* _What you are asked to do_
Output all of the entries exactly as written.

* _Stored data_
◆ ◆ ◆ ◆ ◆ ◆ ◆

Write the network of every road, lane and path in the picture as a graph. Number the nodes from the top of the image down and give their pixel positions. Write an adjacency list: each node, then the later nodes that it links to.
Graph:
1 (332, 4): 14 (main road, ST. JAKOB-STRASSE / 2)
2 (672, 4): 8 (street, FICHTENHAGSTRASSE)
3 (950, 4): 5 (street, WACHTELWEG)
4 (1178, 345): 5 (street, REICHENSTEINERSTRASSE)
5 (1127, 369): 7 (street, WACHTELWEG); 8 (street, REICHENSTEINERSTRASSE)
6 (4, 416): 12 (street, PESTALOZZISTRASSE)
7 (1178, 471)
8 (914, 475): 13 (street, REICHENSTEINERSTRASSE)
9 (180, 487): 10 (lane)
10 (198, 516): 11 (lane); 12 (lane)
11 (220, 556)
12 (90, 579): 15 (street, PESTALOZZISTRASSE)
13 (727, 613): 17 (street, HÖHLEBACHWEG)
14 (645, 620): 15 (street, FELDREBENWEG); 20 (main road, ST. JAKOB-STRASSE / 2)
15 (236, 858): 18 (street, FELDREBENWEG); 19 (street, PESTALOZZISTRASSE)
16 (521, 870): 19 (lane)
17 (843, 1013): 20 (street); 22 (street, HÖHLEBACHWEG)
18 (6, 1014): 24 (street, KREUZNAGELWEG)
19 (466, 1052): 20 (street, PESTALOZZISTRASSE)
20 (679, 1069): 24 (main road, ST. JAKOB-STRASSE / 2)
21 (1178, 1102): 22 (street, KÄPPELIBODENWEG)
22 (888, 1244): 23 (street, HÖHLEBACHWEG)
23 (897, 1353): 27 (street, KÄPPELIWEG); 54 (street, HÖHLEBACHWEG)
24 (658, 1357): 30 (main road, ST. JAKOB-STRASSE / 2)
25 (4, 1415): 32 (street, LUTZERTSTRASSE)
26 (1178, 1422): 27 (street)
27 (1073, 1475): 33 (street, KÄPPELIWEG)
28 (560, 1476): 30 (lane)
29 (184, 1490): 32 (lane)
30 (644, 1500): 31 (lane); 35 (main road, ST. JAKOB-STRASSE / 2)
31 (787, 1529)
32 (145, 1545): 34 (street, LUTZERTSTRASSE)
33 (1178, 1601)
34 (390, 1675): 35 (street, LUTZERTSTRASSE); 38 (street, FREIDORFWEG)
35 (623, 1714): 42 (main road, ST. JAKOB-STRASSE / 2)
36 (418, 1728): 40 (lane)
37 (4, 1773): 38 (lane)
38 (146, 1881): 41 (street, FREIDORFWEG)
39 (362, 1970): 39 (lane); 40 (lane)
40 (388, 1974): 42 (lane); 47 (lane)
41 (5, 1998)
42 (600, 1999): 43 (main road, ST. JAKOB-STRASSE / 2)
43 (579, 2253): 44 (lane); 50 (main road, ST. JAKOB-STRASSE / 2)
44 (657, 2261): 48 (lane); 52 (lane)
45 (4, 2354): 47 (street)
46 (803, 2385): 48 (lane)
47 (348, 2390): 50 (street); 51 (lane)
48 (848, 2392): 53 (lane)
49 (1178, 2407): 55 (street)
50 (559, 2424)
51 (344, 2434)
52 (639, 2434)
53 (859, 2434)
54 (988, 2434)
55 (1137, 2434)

◆ ◆ ◆ ◆ ◆ ◆ ◆

* _Worked solution_
Write the network of every road, lane and path in the picture as a graph. Number the nodes from the top of the image down and give their pixel positions. Write an adjacency list: each node, then the later nodes that it links to.
Graph:
1 (332, 4): 14 (main road, ST. JAKOB-STRASSE / 2)
2 (672, 4): 8 (street, FICHTENHAGSTRASSE)
3 (950, 4): 5 (street, WACHTELWEG)
4 (1178, 345): 5 (street, REICHENSTEINERSTRASSE)
5 (1127, 369): 7 (street, WACHTELWEG); 8 (street, REICHENSTEINERSTRASSE)
6 (4, 416): 12 (street, PESTALOZZISTRASSE)
7 (1178, 471)
8 (914, 475): 13 (street, REICHENSTEINERSTRASSE)
9 (180, 487): 10 (lane)
10 (198, 516): 11 (lane); 12 (lane)
11 (220, 556)
12 (90, 579): 15 (street, PESTALOZZISTRASSE)
13 (727, 613): 17 (street, HÖHLEBACHWEG)
14 (645, 620): 15 (street, FELDREBENWEG); 20 (main road, ST. JAKOB-STRASSE / 2)
15 (236, 858): 18 (street, FELDREBENWEG); 19 (street, PESTALOZZISTRASSE)
16 (521, 870): 19 (lane)
17 (843, 1013): 20 (street); 22 (street, HÖHLEBACHWEG)
18 (6, 1014): 24 (street, KREUZNAGELWEG)
19 (466, 1052): 20 (street, PESTALOZZISTRASSE)
20 (679, 1069): 24 (main road, ST. JAKOB-STRASSE / 2)
21 (1178, 1102): 22 (street, KÄPPELIBODENWEG)
22 (888, 1244): 23 (street, HÖHLEBACHWEG)
23 (897, 1353): 27 (street, KÄPPELIWEG); 54 (street, HÖHLEBACHWEG)
24 (658, 1357): 30 (main road, ST. JAKOB-STRASSE / 2)
25 (4, 1415): 32 (street, LUTZERTSTRASSE)
26 (1178, 1422): 27 (street)
27 (1073, 1475): 33 (street, KÄPPELIWEG)
28 (560, 1476): 30 (lane)
29 (184, 1490): 32 (lane)
30 (644, 1500): 31 (lane); 35 (main road, ST. JAKOB-STRASSE / 2)
31 (787, 1529)
32 (145, 1545): 34 (street, LUTZERTSTRASSE)
33 (1178, 1601)
34 (390, 1675): 35 (street, LUTZERTSTRASSE); 38 (street, FREIDORFWEG)
35 (623, 1714): 42 (main road, ST. JAKOB-STRASSE / 2)
36 (418, 1728): 40 (lane)
37 (4, 1773): 38 (lane)
38 (146, 1881): 41 (street, FREIDORFWEG)
39 (362, 1970): 39 (lane); 40 (lane)
40 (388, 1974): 42 (lane); 47 (lane)
41 (5, 1998)
42 (600, 1999): 43 (main road, ST. JAKOB-STRASSE / 2)
43 (579, 2253): 44 (lane); 50 (main road, ST. JAKOB-STRASSE / 2)
44 (657, 2261): 48 (lane); 52 (lane)
45 (4, 2354): 47 (street)
46 (803, 2385): 48 (lane)
47 (348, 2390): 50 (street); 51 (lane)
48 (848, 2392): 53 (lane)
49 (1178, 2407): 55 (street)
50 (559, 2424)
51 (344, 2434)
52 (639, 2434)
53 (859, 2434)
54 (988, 2434)
55 (1137, 2434)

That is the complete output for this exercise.